[Records drawn from a dataset]
Segment Open
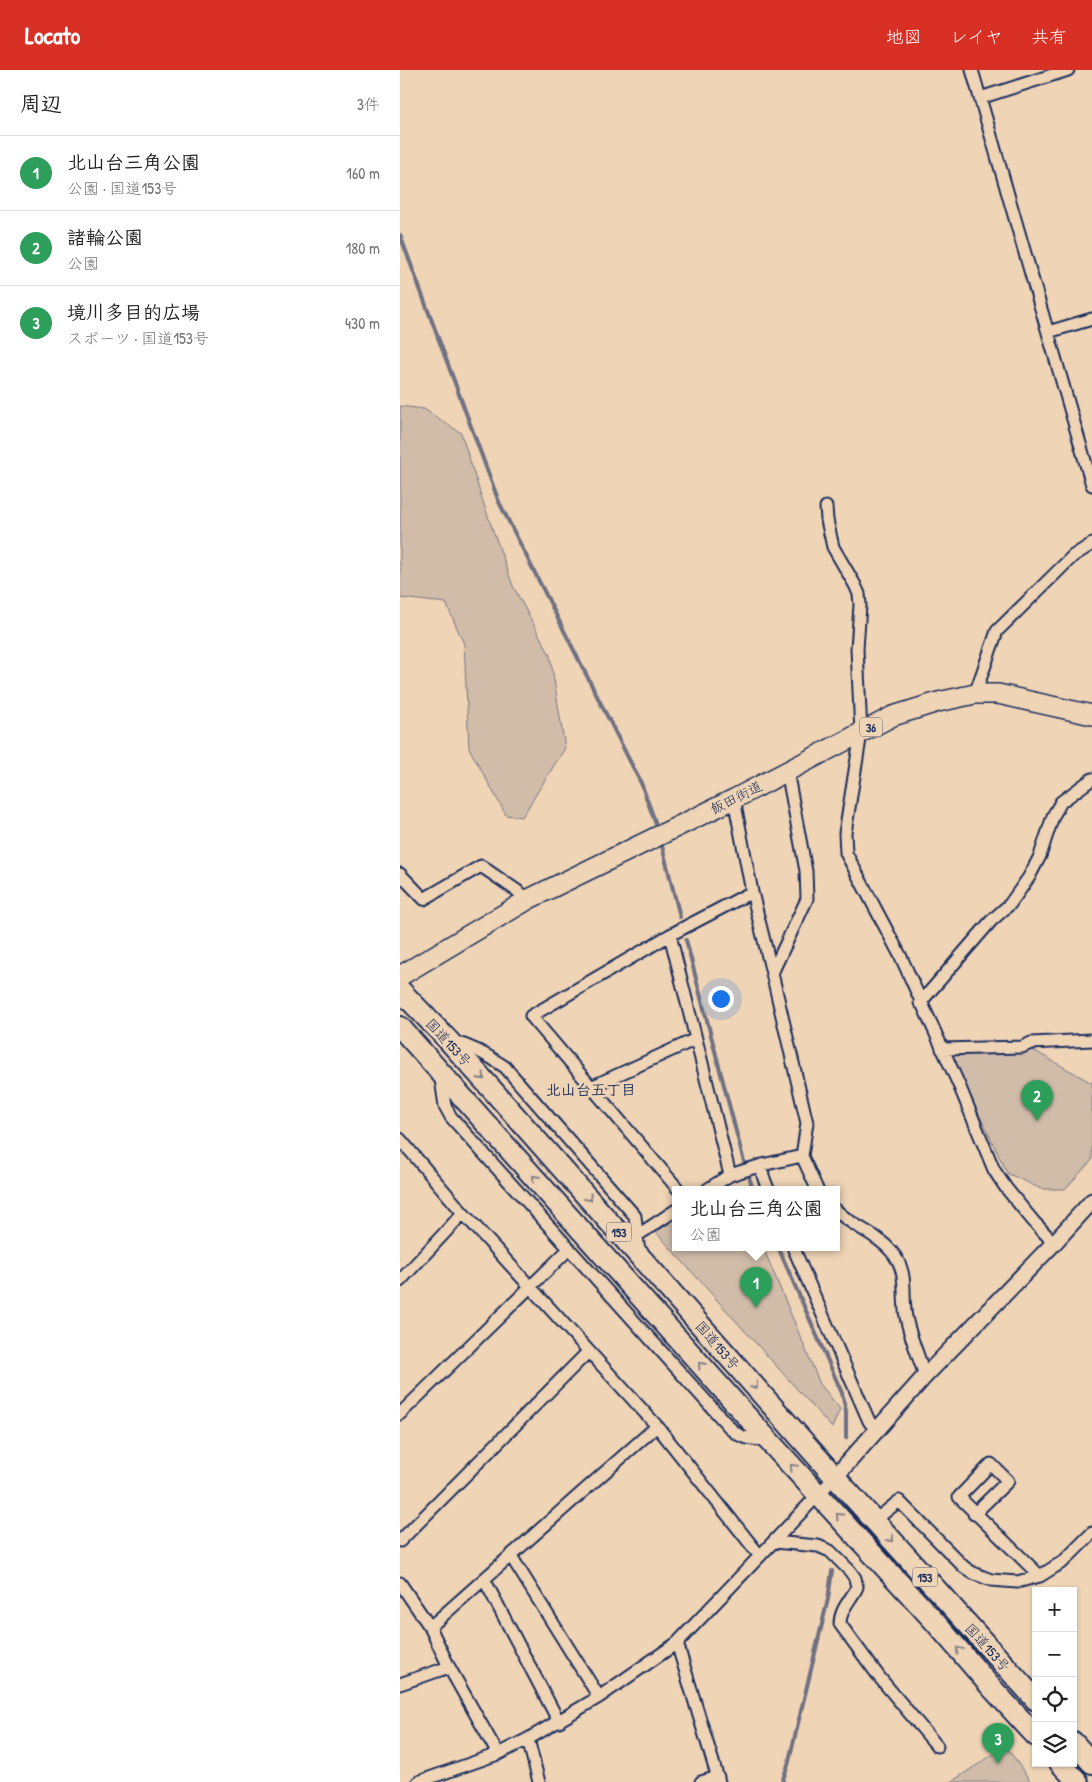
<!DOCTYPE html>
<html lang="ja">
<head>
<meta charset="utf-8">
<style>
  body { margin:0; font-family:"Patrick Hand","Klee One",sans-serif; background:#f6f6f6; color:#222 }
  .controls { position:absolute; right:15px; bottom:15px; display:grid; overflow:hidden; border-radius:0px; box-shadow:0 1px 4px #0004 }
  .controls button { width:45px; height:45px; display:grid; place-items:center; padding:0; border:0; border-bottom:1px solid #e0e0e0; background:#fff; color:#222; font:25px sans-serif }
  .you { position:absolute; left:320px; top:928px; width:18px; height:18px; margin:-12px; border:4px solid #fff; border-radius:50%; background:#1a73e8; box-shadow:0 0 0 8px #1a73e833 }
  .badge { display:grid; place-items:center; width:32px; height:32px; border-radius:50%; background:#d93025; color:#fff; font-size:16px; font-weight:700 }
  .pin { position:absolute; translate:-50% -41px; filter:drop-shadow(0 1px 2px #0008) }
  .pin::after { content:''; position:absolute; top:26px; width:18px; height:15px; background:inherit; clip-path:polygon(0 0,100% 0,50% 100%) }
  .popup { position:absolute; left:272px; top:1116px; width:168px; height:65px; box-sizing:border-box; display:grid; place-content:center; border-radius:0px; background:#fff; filter:drop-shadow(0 1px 4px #0005); font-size:16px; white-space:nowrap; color:#767676 }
  .popup b { font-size:19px; color:#222 }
  .popup::after { content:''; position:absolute; left:50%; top:100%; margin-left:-10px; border:10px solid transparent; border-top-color:#fff }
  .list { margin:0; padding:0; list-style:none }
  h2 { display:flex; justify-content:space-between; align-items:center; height:65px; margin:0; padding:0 20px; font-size:21px }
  h2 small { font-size:16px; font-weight:400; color:#767676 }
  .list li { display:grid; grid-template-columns:32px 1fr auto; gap:15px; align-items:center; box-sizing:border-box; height:75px; padding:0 20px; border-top:1px solid #e0e0e0 }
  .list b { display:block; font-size:19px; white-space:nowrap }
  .list p { margin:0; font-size:16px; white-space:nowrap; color:#767676 }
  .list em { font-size:16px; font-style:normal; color:#767676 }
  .icon { flex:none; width:28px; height:28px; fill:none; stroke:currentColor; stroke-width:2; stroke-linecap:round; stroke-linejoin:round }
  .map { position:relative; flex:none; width:692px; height:1712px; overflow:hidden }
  header { display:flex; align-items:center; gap:30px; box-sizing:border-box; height:70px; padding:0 25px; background:#d93025; color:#fff }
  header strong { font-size:24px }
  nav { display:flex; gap:28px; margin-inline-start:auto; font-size:18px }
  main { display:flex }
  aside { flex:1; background:#fff }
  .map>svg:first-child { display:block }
  .green { fill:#d0bca9; stroke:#767684 }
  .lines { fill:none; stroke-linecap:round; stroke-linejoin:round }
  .stream { stroke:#707182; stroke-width:4 }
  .minor-casing { stroke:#1b2f5e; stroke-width:15 }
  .tertiary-casing { stroke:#1b2f5e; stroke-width:19 }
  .primary-casing { stroke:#1b2f5e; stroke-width:22 }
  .trunk-casing { stroke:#1b2f5e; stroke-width:24 }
  .minor { stroke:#efd4b6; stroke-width:11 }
  .tertiary { stroke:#efd4b6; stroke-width:15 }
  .primary { stroke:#efd4b6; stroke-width:19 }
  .trunk { stroke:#efd4b6; stroke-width:20 }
  .oneway { stroke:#85828a }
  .labels { text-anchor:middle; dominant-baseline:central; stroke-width:5; stroke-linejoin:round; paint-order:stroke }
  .shield { fill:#efd4b6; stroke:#5b6078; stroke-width:1 }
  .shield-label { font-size:12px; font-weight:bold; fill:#1b2f5e }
  .street-label { font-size:14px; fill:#1b2f5e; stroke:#efd4b6 }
  .neighbourhood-label { font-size:15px; font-weight:bold; fill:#1b2f5e; stroke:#efd4b6 }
</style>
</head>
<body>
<header>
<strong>Locato</strong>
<nav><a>地図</a><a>レイヤ</a><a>共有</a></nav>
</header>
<main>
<aside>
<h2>周辺<small>3件</small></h2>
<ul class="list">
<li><span class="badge" style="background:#2e9e5b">1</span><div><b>北山台三角公園</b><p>公園 · 国道153号</p></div><em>160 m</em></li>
<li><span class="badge" style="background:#2e9e5b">2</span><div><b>諸輪公園</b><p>公園</p></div><em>180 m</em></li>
<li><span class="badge" style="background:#2e9e5b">3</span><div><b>境川多目的広場</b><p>スポーツ · 国道153号</p></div><em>430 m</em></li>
</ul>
</aside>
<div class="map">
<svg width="692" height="1712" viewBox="0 0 692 1712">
  <rect width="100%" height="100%" fill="#efd4b6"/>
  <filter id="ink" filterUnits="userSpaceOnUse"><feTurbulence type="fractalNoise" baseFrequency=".02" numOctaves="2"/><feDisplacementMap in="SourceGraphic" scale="10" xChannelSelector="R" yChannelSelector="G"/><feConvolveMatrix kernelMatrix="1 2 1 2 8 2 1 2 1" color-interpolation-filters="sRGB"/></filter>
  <g filter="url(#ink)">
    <path class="green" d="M0,336L24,339L61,363L84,435L113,516L150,585L165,678L122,747L106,745L69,678L64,574L46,533L0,528Z
      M633,980L692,1013V1090L665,1119H641L607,1103L550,983Z
      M276,1149V1177H363L420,1314L440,1339L432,1358L256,1162Z
      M606,1676L631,1712H551Z"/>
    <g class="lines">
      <path class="stream" d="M0,165L99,432L241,713L258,760
        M261,772L280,847
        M286,870L343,1088L353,1119
        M378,1177L442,1323L446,1341V1368
        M382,1712L388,1695L428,1529L432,1501"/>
      <defs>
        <path id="minor" d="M572,0L692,415
          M580,28L668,0
          M648,262L692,249
          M426,437L427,450L433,477L455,515L459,524L460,535L457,579L461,663L445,763L446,783L501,887L559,1015L594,1100L606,1118L634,1152L654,1173
          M575,624L597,561L673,486L692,474
          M334,729L352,822L372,903L407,1053L402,1086L417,1119
          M0,804L24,829L81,796L129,829
          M270,865L330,1105
          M372,903L407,829L406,801L387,701
          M520,933L591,851L610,834L629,807L640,786L653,746L661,732L692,709
          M51,971C72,976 88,985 105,997L235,1146L239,1184
          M542,979L622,977L631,973L692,970
          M40,1003L45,1036L51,1047L332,1360C343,1370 354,1369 368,1370
          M191,1017L296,969
          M0,1069L63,1143L257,1356L360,1486
          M362,1095L363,1106L368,1119
          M278,1119L131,946L270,865L352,822
          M308,1119L330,1105L362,1095L402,1086
          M436,1140C452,1157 475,1162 491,1181C510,1203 501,1222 506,1247C510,1267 519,1287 525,1306
          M238,1165L276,1140
          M393,1177L469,1351L477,1362
          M0,1211L63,1143
          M0,1344L169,1179
          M574,1444L608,1411L591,1394L559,1427L640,1506
          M474,1451L499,1431L564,1497L573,1503L591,1510L617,1512L640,1506L664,1491L692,1463
          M0,1471L188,1282
          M374,1472L418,1476L430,1481L450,1501L455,1508L457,1517C451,1530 440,1539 440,1554L480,1608L537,1676
          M111,1486L199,1627
          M84,1509L159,1652
          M0,1513L30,1557L49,1597L98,1684
          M30,1557L257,1356
          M277,1573L319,1712
          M0,1614L49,1597
          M128,1669L139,1712
          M18,1712L98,1684L128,1669L199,1627L277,1573L435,1407
          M301,1712L318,1707"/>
        <path id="tertiary" d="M435,1407L525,1306L654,1173L692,1131"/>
        <path id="primary" d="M0,906L129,829L334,729L493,646L538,632L575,624H598L692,645"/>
        <path id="trunk" d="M0,920L49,971L435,1407L636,1630
          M0,957L368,1370L535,1552L591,1617L636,1666
          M673,1672L692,1693
          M660,1693L678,1712"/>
      </defs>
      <use href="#minor" class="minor-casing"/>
      <use href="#tertiary" class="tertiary-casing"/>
      <use href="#primary" class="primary-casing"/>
      <use href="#trunk" class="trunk-casing"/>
      <use href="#minor" class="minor"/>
      <use href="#tertiary" class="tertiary"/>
      <use href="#primary" class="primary"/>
      <use href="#trunk" class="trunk"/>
    </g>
    <defs><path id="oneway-chevron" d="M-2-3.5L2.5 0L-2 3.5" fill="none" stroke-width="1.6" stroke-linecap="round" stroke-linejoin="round" transform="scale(1.25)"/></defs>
    <g class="oneway">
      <use href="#oneway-chevron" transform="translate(82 1007) rotate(48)"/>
      <use href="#oneway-chevron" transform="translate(135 1108) rotate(-132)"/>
      <use href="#oneway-chevron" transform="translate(189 1128) rotate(48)"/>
      <use href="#oneway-chevron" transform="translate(301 1295) rotate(-132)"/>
      <use href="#oneway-chevron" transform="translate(355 1316) rotate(49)"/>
      <use href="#oneway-chevron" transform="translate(393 1397) rotate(-133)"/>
      <use href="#oneway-chevron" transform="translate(439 1446) rotate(-133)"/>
      <use href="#oneway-chevron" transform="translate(491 1469) rotate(48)"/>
      <use href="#oneway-chevron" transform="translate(559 1580) rotate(-130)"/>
    </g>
  </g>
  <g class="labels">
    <g class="shield">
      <rect x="460" y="647.5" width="22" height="19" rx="4"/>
      <rect x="206.5" y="1152.5" width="25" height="19" rx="4"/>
      <rect x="512.5" y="1497.5" width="25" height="19" rx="4"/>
    </g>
    <g class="shield-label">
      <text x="471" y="657">36</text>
      <text x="219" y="1162">153</text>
      <text x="525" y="1507">153</text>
    </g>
    <g class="street-label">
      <text transform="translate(336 727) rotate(-27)">飯田街道</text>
      <text transform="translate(49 972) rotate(47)">国道153号</text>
      <text transform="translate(318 1275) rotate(49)">国道153号</text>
      <text transform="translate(588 1577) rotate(48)">国道153号</text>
    </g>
    <g class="neighbourhood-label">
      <text x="191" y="1019">北山台五丁目</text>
    </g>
  </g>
</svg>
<div class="controls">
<button>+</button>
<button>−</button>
<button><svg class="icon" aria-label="locate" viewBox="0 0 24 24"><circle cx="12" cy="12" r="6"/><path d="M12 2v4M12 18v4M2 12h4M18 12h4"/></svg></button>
<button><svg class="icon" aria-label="layers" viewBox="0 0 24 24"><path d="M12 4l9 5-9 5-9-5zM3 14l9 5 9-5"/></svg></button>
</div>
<div class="you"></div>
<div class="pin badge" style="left:356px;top:1238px;background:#2e9e5b">1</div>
<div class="popup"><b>北山台三角公園</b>公園</div>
<div class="pin badge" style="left:637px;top:1051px;background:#2e9e5b">2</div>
<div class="pin badge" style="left:598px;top:1694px;background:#2e9e5b">3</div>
</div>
</main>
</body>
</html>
Segment Closed
What this task involves — From the data, report how many lines hold "list", leaving out any other words.

Completed task — 6